= Beginning of Section =

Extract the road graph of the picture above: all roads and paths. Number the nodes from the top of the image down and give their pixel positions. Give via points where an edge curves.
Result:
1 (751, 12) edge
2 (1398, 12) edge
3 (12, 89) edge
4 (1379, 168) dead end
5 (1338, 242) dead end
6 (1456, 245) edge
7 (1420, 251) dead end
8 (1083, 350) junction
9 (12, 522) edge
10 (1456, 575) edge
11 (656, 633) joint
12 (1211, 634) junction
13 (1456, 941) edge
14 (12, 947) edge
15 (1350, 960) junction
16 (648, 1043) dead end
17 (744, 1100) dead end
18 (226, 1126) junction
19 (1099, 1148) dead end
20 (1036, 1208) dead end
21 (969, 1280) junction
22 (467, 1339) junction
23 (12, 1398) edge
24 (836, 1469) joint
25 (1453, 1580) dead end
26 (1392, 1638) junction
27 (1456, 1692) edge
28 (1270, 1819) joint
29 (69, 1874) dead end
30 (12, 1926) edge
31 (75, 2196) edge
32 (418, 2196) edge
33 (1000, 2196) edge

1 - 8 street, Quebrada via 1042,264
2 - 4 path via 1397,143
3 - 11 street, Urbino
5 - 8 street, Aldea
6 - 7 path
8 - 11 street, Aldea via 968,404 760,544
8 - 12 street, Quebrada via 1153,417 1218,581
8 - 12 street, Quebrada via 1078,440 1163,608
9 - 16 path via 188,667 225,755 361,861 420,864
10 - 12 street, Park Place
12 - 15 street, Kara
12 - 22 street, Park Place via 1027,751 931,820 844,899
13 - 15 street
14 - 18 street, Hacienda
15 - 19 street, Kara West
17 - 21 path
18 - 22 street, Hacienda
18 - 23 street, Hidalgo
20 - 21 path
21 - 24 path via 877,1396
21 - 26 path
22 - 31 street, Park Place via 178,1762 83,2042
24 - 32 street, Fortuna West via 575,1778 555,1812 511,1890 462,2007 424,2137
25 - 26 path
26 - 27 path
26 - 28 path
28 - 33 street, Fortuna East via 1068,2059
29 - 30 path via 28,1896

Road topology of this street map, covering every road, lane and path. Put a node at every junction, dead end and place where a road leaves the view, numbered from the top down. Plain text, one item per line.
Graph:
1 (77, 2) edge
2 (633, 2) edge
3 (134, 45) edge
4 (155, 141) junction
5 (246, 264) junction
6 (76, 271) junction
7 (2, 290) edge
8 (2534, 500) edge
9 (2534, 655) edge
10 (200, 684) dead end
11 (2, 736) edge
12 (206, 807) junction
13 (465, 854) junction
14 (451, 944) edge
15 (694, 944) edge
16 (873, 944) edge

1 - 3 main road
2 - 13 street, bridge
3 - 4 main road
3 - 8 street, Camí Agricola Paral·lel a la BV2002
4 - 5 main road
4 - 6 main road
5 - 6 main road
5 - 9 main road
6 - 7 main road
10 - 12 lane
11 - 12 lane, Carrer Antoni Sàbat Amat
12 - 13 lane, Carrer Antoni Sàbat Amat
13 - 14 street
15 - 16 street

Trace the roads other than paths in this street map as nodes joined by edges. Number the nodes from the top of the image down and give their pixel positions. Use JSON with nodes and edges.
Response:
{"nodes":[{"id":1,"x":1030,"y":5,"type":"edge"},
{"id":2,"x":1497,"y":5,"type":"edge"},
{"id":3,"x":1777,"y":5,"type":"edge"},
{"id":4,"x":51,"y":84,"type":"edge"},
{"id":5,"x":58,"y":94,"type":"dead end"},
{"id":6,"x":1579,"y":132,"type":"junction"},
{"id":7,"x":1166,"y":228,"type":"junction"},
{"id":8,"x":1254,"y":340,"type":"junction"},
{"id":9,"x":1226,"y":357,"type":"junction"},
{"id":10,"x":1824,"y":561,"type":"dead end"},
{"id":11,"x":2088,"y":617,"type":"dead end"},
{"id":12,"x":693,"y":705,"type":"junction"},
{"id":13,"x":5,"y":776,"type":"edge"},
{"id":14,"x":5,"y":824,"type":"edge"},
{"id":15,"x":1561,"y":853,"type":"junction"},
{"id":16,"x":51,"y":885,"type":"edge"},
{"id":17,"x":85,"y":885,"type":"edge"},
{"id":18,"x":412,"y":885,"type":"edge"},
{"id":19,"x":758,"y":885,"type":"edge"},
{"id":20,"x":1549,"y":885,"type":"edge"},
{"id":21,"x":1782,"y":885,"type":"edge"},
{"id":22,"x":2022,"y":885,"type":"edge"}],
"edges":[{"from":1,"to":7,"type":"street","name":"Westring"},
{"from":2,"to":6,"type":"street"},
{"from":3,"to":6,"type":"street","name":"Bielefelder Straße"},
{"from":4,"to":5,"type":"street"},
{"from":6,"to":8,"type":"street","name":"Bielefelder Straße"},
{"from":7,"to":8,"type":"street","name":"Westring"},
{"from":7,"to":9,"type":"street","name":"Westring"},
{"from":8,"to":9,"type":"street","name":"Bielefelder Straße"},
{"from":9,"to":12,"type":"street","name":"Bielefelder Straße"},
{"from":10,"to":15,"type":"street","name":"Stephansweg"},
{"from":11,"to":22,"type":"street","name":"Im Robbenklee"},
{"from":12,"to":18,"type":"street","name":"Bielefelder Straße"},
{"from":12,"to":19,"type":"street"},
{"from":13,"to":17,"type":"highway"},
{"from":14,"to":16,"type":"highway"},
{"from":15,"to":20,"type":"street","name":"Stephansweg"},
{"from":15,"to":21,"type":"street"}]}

= End of Section =

**Description of the task:** Copy every line above that holds the word "Fortuna".

**Task output:**
24 - 32 street, Fortuna West via 575,1778 555,1812 511,1890 462,2007 424,2137
28 - 33 street, Fortuna East via 1068,2059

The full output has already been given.